Your goal — Reproduce the entries exactly as they appear below.

§ §

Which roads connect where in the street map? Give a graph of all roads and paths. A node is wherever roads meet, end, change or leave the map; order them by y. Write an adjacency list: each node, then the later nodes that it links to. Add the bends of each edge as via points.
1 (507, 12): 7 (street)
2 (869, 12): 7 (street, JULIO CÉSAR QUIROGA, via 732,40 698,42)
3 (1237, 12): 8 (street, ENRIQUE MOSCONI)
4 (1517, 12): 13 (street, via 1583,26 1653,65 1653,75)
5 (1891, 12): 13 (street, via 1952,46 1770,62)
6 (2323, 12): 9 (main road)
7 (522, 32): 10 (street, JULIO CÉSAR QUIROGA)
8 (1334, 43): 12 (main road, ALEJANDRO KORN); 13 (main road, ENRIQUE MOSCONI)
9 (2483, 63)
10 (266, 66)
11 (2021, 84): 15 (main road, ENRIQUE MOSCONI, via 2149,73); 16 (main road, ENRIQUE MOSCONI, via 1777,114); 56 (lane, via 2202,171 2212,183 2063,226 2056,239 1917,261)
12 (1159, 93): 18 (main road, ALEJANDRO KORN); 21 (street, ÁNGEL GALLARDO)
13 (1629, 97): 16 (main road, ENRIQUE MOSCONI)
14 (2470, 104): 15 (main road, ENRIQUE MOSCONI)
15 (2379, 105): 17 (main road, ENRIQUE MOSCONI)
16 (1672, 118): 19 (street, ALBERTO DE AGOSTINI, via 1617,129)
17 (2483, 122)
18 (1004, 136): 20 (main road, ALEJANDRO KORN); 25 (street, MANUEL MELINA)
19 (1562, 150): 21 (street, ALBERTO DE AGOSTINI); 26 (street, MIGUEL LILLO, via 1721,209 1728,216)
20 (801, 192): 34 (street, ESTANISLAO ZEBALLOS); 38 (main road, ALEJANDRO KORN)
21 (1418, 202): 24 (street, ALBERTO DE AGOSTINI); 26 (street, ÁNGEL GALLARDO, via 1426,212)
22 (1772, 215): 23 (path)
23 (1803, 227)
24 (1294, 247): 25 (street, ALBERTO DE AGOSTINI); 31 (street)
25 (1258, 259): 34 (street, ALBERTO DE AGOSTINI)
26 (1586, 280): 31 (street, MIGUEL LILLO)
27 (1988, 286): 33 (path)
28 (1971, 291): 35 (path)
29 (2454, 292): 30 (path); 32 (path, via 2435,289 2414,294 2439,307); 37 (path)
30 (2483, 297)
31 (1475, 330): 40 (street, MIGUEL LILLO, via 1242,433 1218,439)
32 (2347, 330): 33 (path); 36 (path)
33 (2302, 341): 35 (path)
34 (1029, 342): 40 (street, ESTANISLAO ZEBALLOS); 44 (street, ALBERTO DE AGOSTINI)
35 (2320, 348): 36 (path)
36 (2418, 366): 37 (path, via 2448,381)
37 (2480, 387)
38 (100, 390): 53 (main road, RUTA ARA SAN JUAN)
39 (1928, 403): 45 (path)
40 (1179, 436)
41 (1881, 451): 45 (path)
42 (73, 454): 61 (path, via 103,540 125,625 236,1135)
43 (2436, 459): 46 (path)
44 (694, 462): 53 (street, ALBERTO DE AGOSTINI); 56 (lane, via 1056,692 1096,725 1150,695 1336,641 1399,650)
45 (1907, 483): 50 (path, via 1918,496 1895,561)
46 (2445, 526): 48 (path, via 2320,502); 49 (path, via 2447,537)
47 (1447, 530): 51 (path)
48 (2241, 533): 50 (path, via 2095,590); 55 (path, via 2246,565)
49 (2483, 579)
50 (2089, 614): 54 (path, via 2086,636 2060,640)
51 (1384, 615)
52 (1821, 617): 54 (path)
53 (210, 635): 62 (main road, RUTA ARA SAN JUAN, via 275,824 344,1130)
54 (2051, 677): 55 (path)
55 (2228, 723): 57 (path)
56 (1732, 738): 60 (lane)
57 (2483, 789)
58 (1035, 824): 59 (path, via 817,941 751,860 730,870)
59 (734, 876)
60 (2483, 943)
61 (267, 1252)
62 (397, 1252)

§ §

Solution —
Which roads connect where in the street map? Give a graph of all roads and paths. A node is wherever roads meet, end, change or leave the map; order them by y. Write an adjacency list: each node, then the later nodes that it links to. Add the bends of each edge as via points.
1 (507, 12): 7 (street)
2 (869, 12): 7 (street, JULIO CÉSAR QUIROGA, via 732,40 698,42)
3 (1237, 12): 8 (street, ENRIQUE MOSCONI)
4 (1517, 12): 13 (street, via 1583,26 1653,65 1653,75)
5 (1891, 12): 13 (street, via 1952,46 1770,62)
6 (2323, 12): 9 (main road)
7 (522, 32): 10 (street, JULIO CÉSAR QUIROGA)
8 (1334, 43): 12 (main road, ALEJANDRO KORN); 13 (main road, ENRIQUE MOSCONI)
9 (2483, 63)
10 (266, 66)
11 (2021, 84): 15 (main road, ENRIQUE MOSCONI, via 2149,73); 16 (main road, ENRIQUE MOSCONI, via 1777,114); 56 (lane, via 2202,171 2212,183 2063,226 2056,239 1917,261)
12 (1159, 93): 18 (main road, ALEJANDRO KORN); 21 (street, ÁNGEL GALLARDO)
13 (1629, 97): 16 (main road, ENRIQUE MOSCONI)
14 (2470, 104): 15 (main road, ENRIQUE MOSCONI)
15 (2379, 105): 17 (main road, ENRIQUE MOSCONI)
16 (1672, 118): 19 (street, ALBERTO DE AGOSTINI, via 1617,129)
17 (2483, 122)
18 (1004, 136): 20 (main road, ALEJANDRO KORN); 25 (street, MANUEL MELINA)
19 (1562, 150): 21 (street, ALBERTO DE AGOSTINI); 26 (street, MIGUEL LILLO, via 1721,209 1728,216)
20 (801, 192): 34 (street, ESTANISLAO ZEBALLOS); 38 (main road, ALEJANDRO KORN)
21 (1418, 202): 24 (street, ALBERTO DE AGOSTINI); 26 (street, ÁNGEL GALLARDO, via 1426,212)
22 (1772, 215): 23 (path)
23 (1803, 227)
24 (1294, 247): 25 (street, ALBERTO DE AGOSTINI); 31 (street)
25 (1258, 259): 34 (street, ALBERTO DE AGOSTINI)
26 (1586, 280): 31 (street, MIGUEL LILLO)
27 (1988, 286): 33 (path)
28 (1971, 291): 35 (path)
29 (2454, 292): 30 (path); 32 (path, via 2435,289 2414,294 2439,307); 37 (path)
30 (2483, 297)
31 (1475, 330): 40 (street, MIGUEL LILLO, via 1242,433 1218,439)
32 (2347, 330): 33 (path); 36 (path)
33 (2302, 341): 35 (path)
34 (1029, 342): 40 (street, ESTANISLAO ZEBALLOS); 44 (street, ALBERTO DE AGOSTINI)
35 (2320, 348): 36 (path)
36 (2418, 366): 37 (path, via 2448,381)
37 (2480, 387)
38 (100, 390): 53 (main road, RUTA ARA SAN JUAN)
39 (1928, 403): 45 (path)
40 (1179, 436)
41 (1881, 451): 45 (path)
42 (73, 454): 61 (path, via 103,540 125,625 236,1135)
43 (2436, 459): 46 (path)
44 (694, 462): 53 (street, ALBERTO DE AGOSTINI); 56 (lane, via 1056,692 1096,725 1150,695 1336,641 1399,650)
45 (1907, 483): 50 (path, via 1918,496 1895,561)
46 (2445, 526): 48 (path, via 2320,502); 49 (path, via 2447,537)
47 (1447, 530): 51 (path)
48 (2241, 533): 50 (path, via 2095,590); 55 (path, via 2246,565)
49 (2483, 579)
50 (2089, 614): 54 (path, via 2086,636 2060,640)
51 (1384, 615)
52 (1821, 617): 54 (path)
53 (210, 635): 62 (main road, RUTA ARA SAN JUAN, via 275,824 344,1130)
54 (2051, 677): 55 (path)
55 (2228, 723): 57 (path)
56 (1732, 738): 60 (lane)
57 (2483, 789)
58 (1035, 824): 59 (path, via 817,941 751,860 730,870)
59 (734, 876)
60 (2483, 943)
61 (267, 1252)
62 (397, 1252)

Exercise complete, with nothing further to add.